Following the post at reference 1, I did indeed give a little time to the draft Brexit agreement on my telephone. And in reasonably short order I discovered that I had blundered and that I was looking at the March draft rather than the November draft - as I ought to have deduced from the name of the relevant web page.
The telephone delivered what I think is the right page in fairly short order and I now have a copy of '14 November Draft Agreement on the withdrawal of the United Kingdom of Great Britain and Northern Ireland from the European Union and the European Atomic Energy Community, PDF, 1.37MB, 585 pages'. The lawyers are clearly doing very well for themselves indeed, having made the document four times bigger in just eight months. And along the way, the article 63 illustrated in the first post has morphed into something else: still law and order, but not the same law and order. We have also lost the colour coding.
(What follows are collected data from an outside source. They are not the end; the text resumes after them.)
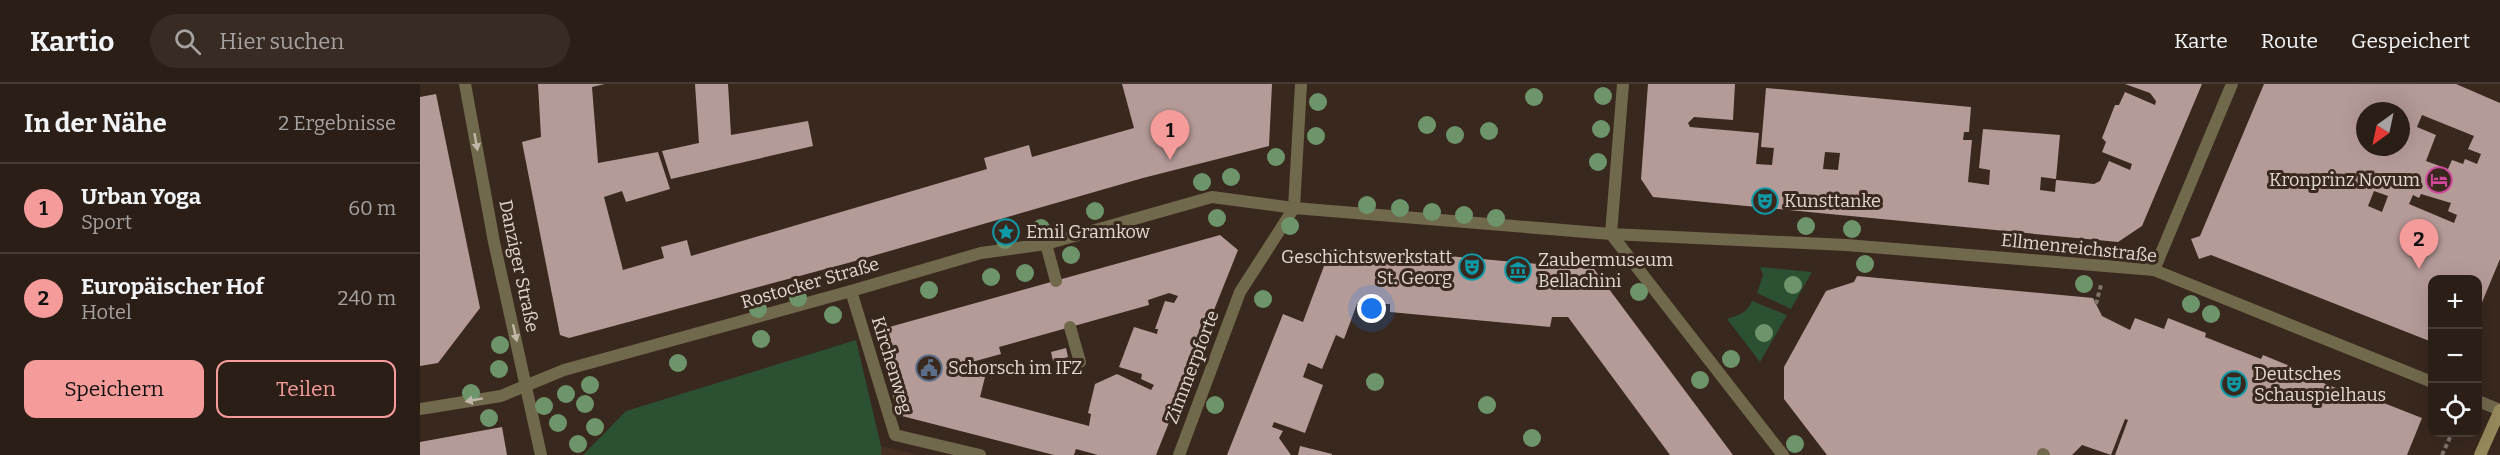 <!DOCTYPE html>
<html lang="de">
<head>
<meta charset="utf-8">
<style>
  :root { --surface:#2b1e16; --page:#372b23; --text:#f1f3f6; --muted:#a6a2a1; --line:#473c35; --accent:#f59b9a }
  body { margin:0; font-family:Bitter,serif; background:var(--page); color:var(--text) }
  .controls { position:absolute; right:18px; bottom:18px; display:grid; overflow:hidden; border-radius:12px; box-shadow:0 6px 24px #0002 }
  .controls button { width:54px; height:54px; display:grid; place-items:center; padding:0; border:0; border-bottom:2px solid var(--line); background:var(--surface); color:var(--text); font:30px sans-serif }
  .compass { position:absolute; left:1936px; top:18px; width:54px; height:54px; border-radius:50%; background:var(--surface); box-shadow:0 6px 24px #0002; rotate:213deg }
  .you { position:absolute; left:952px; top:225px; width:21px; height:21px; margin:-15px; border:4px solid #fff; border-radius:50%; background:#1a73e8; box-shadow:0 0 0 9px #1a73e833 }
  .badge { display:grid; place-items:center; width:39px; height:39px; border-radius:50%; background:var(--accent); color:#111; font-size:20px; font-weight:700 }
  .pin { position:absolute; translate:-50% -50px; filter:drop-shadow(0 2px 3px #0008) }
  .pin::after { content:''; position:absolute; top:32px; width:21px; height:18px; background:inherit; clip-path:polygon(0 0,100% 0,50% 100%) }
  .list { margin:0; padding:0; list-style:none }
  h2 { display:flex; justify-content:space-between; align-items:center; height:78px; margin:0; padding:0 24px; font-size:26px }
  h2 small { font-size:20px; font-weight:400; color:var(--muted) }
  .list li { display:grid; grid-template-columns:39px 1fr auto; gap:18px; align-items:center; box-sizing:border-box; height:90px; padding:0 24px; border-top:2px solid var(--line) }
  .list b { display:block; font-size:22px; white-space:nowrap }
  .list p { margin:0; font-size:20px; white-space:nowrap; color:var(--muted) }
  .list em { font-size:20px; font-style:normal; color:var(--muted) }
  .actions { display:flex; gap:12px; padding:18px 24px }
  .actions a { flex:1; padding:14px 0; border:2px solid var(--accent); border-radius:12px; text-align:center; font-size:21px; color:var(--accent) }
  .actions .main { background:var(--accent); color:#111 }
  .icon { flex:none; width:33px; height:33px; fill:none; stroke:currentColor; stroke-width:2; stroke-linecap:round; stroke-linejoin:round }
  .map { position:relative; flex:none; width:2080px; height:371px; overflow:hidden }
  header { display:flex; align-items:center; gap:36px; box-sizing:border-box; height:84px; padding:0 30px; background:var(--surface); border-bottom:2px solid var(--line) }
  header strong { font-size:28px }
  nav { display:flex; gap:33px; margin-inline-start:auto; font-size:21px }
  .search { width:420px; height:54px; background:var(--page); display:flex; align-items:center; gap:15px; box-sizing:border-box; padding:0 21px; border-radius:33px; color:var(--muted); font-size:22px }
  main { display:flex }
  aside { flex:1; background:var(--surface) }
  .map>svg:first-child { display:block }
</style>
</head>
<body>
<header>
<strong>Kartio</strong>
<div class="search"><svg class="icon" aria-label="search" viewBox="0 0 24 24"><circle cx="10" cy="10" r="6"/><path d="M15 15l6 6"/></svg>Hier suchen</div>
<nav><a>Karte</a><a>Route</a><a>Gespeichert</a></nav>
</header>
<main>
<aside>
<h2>In der Nähe<small>2 Ergebnisse</small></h2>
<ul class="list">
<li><span class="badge">1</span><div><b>Urban Yoga</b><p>Sport</p></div><em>60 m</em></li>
<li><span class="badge">2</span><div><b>Europäischer Hof</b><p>Hotel</p></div><em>240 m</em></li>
</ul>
<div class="actions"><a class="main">Speichern</a><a>Teilen</a></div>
</aside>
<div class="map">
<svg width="2080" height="371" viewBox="0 0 2080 371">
  <rect width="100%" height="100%" fill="#39281e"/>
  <path fill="#462f23" d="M461,362L498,371H461Z"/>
  <g fill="#2b5032">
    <path d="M1340,183L1392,188L1371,225L1337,209L1343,191Z"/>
    <path d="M1332,217L1367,231L1340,278L1307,235C1319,231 1327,229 1332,217Z"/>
    <path d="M436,256L461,362V371H163L206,327Z"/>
  </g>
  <g fill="#b59b98" fill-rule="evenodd">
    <path d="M118,0H185L172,3L178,79L238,68L250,105L206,118L202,107L184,113L203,186L244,174L241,163L267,156L271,172L567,85L564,74L609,61L612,73L714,44L702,0H852L849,62L723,94L428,179L149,254L140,251L102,58L121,53Z"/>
    <path d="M275,0H308L311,51L388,37L393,62L251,95L242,67L279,59Z"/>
    <path d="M1228,0H1315L1313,36L1274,33L1268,39L1270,43L1339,49L1336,80L1352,81L1354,64L1341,63L1346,4L1551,23L1549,48H1544L1543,56H1552L1548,98L1569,101L1570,86L1559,84L1563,45L1640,51L1636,95L1621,93L1620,106L1635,108L1636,96L1674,100L1680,97L1689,77L1710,86L1712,80L1682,68L1686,58L1682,54L1695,21H1699L1705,8L1735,21L1736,17L1730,9L1705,0H1782L1722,142L1698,158L1233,113L1221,95ZM1405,68L1420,69L1418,86L1403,85Z"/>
    <path d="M1844,0H2036L2080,19V175L2058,228V195H2013L2012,258L1791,171L1779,175L1771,155L1780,152ZM1945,27H1981V63H1945ZM2002,31L2054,52L2048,65L2061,70L2057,80L2045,75L2043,80L2032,76L2028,85L2006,77L2016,51L1997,43ZM1954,107L1968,112L1962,128L1948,122ZM2001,110L2031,119L2028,127L2037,131L2034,139L1989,120L1993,111L1999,114Z"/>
    <path d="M16,10L60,224L18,279L0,282V13Z"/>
    <path d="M800,151L818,166L736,371H678L656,365L654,371H634L478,331L455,247ZM749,209L758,212L754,219L745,217L735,245H738L737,250L714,243L699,283L722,290L721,295L734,301L731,306L697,290L675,300L668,329L671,330L669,342L560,313L565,293L555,290L552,278L581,270L579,263L729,221L728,216Z"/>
    <path d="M910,166L1028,172L1174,185L1313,371H1250L1148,233H1132L1130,243L970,228V220H937L924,255L916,251L902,285L888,279L883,293L903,301L885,349L854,338L852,343L863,347L859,354L871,371H807L863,230L883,238Z"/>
    <path d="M1437,192L1673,214L1682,232L1710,246L1715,234L1744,245L1748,234L1786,249L1785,253L1841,275L1843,271L1875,284L1873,287L1949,317L1951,314L2002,334L1987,371H1695L1708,336L1705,335L1691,371L1662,361L1652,371H1407L1364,315V283L1406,207L1434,198Z"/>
    <path d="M646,264L648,273L633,277L631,268Z"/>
    <path d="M82,343L87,371H0V358Z"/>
    <path d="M880,362L912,370V371H878Z"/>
  </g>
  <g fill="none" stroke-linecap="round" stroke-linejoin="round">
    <g stroke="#81736a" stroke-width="4" stroke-dasharray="4.5 3" stroke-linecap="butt">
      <path d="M1676,220L1681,201"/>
      <path d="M2022,371L2032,349"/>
    </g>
    <g stroke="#71694c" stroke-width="12">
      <path d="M626,160L636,197"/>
      <path d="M650,243L660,278"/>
    </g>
    <g stroke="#71694c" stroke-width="12">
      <path d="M45,0L74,158L121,371"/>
      <path d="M1203,0L1191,150L1426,161L1734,186L2012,298"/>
      <path d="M1734,186L1812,0"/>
      <path d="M431,207L475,351L560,371"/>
      <path d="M2058,317L2080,326"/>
      <path d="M0,325L81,312L144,286L431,207L561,169L626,160L792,113L874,124L881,0"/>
      <path d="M1623,370L1624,371"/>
      <path d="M759,371L820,208L874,124L1191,150L1363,371"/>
    </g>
    <path stroke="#978a5c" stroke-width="12" d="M2060,371L2080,326"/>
  </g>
  <g fill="#6d946a">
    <circle cx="1183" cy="12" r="9"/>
    <circle cx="1114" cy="13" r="9"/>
    <circle cx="898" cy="18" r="9"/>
    <circle cx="1007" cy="41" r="9"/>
    <circle cx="1181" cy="45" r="9"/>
    <circle cx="1069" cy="47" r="9"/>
    <circle cx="1035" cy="51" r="9"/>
    <circle cx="896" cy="52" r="9"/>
    <circle cx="856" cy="73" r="9"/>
    <circle cx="1178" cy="78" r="9"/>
    <circle cx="811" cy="93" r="9"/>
    <circle cx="782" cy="98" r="9"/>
    <circle cx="947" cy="121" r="9"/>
    <circle cx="980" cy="124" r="9"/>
    <circle cx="675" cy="127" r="9"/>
    <circle cx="1012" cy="128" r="9"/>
    <circle cx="1044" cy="131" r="9"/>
    <circle cx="797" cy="134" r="9"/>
    <circle cx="1076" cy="134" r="9"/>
    <circle cx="870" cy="142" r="9"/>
    <circle cx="1386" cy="142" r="9"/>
    <circle cx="621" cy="144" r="9"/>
    <circle cx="1432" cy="145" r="9"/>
    <circle cx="585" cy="156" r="9"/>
    <circle cx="651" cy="171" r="9"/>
    <circle cx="1445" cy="180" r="9"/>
    <circle cx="605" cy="189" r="9"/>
    <circle cx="571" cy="193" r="9"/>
    <circle cx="1664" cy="200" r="9"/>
    <circle cx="1373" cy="201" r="9"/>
    <circle cx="509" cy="206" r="9"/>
    <circle cx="1219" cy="208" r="9"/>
    <circle cx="378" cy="214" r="9"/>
    <circle cx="843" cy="215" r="9"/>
    <circle cx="1771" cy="220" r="9"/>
    <circle cx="338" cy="225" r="9"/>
    <circle cx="1791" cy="230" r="9"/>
    <circle cx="413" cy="231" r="9"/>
    <circle cx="1344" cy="249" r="9"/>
    <circle cx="341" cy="255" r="9"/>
    <circle cx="80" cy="261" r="9"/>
    <circle cx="1311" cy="275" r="9"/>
    <circle cx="258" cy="279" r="9"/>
    <circle cx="79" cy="285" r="9"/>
    <circle cx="1280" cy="296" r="9"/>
    <circle cx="955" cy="298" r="9"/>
    <circle cx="170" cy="301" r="9"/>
    <circle cx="51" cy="309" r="9"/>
    <circle cx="146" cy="310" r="9"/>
    <circle cx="165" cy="320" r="9"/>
    <circle cx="795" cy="321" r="9"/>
    <circle cx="1067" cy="321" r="9"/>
    <circle cx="124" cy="322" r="9"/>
    <circle cx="69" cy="334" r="9"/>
    <circle cx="138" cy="339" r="9"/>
    <circle cx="175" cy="343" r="9"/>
    <circle cx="1112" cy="354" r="9"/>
    <circle cx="158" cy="360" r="9"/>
    <circle cx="1375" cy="360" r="9"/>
  </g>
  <defs><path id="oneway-solid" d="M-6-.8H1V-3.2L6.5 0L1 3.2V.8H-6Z" transform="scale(1.5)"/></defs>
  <g fill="#c1b7a9">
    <use href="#oneway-solid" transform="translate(56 58) rotate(80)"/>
    <use href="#oneway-solid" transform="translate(95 249) rotate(77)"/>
    <use href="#oneway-solid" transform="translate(54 316) rotate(170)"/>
  </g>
  <defs>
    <g id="hotel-ring" transform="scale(1.35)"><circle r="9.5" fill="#39281e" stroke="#d1479c" stroke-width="1.5"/><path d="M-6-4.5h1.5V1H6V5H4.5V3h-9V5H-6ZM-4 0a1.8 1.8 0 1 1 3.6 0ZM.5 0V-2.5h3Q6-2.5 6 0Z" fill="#d1479c"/></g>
    <g id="theatre-ring" transform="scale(1.35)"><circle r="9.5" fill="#39281e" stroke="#0f9aa8" stroke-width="1.5"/><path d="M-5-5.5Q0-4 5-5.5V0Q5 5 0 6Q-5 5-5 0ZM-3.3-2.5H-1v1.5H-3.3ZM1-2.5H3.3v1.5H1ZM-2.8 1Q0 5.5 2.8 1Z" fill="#0f9aa8"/></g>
    <g id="sight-ring" transform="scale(1.35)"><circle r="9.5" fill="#39281e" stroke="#0f9aa8" stroke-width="1.5"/><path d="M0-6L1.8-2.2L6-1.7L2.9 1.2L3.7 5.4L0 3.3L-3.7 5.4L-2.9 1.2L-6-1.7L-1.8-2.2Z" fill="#0f9aa8"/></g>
    <g id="museum-ring" transform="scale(1.35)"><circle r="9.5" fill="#39281e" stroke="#0f9aa8" stroke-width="1.5"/><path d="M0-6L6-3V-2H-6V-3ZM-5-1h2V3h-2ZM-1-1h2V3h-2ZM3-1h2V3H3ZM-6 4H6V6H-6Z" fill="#0f9aa8"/></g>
    <g id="civic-ring" transform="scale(1.35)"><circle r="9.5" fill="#39281e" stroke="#5c6f8a" stroke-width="1.5"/><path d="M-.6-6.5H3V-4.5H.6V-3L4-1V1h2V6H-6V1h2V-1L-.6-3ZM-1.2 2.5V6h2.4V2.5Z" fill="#5c6f8a"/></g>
  </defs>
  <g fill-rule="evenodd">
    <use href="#hotel-ring" x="2019" y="96"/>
    <use href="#theatre-ring" x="1345" y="117"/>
    <use href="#sight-ring" x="586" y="148"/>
    <use href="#theatre-ring" x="1052" y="183"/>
    <use href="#museum-ring" x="1098" y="186"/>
    <use href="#civic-ring" x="509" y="284"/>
    <use href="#theatre-ring" x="1814" y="300"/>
  </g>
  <g text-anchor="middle" stroke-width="6" stroke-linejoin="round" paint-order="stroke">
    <g font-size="18" fill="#e3d8d1" stroke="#39281e" text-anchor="start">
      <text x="2000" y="102" text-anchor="end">Kronprinz Novum</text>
      <text x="1364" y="123">Kunsttanke</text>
      <text x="606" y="154">Emil Gramkow</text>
      <text x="1032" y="179" text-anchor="end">Geschichtswerkstatt<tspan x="1032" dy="21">St. Georg</tspan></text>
      <text x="1118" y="182">Zaubermuseum<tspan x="1118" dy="21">Bellachini</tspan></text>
      <text x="528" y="290">Schorsch im IFZ</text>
      <text x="1834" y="296">Deutsches<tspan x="1834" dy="21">Schauspielhaus</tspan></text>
    </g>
    <g font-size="18" fill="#e3d8d1" stroke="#39281e">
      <text transform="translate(1659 164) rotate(6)" y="6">Ellmenreichstraße</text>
      <text transform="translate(99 182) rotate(78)" y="6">Danziger Straße</text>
      <text transform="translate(390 199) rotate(-16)" y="6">Rostocker Straße</text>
      <text transform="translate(472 281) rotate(73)" y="6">Kirchenweg</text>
      <text transform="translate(772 283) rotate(-69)" y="6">Zimmerpforte</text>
    </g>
  </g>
</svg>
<div class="controls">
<button>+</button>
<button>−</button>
<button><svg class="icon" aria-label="locate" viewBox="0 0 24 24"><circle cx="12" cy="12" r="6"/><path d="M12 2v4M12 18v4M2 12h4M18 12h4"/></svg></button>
</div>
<svg class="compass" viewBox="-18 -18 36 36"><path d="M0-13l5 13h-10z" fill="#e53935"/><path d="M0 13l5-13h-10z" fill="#a6a2a1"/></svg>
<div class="you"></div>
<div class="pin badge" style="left:750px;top:76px">1</div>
<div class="pin badge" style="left:1999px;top:185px">2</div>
</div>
</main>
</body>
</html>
But this new draft resolves the worry at the back of my mind that 129 pages was not the number of pages being quoted in the press. And there are two additional documents, taking the grand total to 594 pages. And if that is not enough, there is a click here for yet two more.
Oddly, back at home, (Microsoft) telephone success notwithstanding, Bing had trouble finding this November version, with the March version sticking to the top of the heap and with the November version not being visible at all. But I get there in the end, to reference 2. So now down to some serious reading; perhaps a live reading in TB? Or the Station at Stoneleigh? A fitting end to a dull Friday afternoon?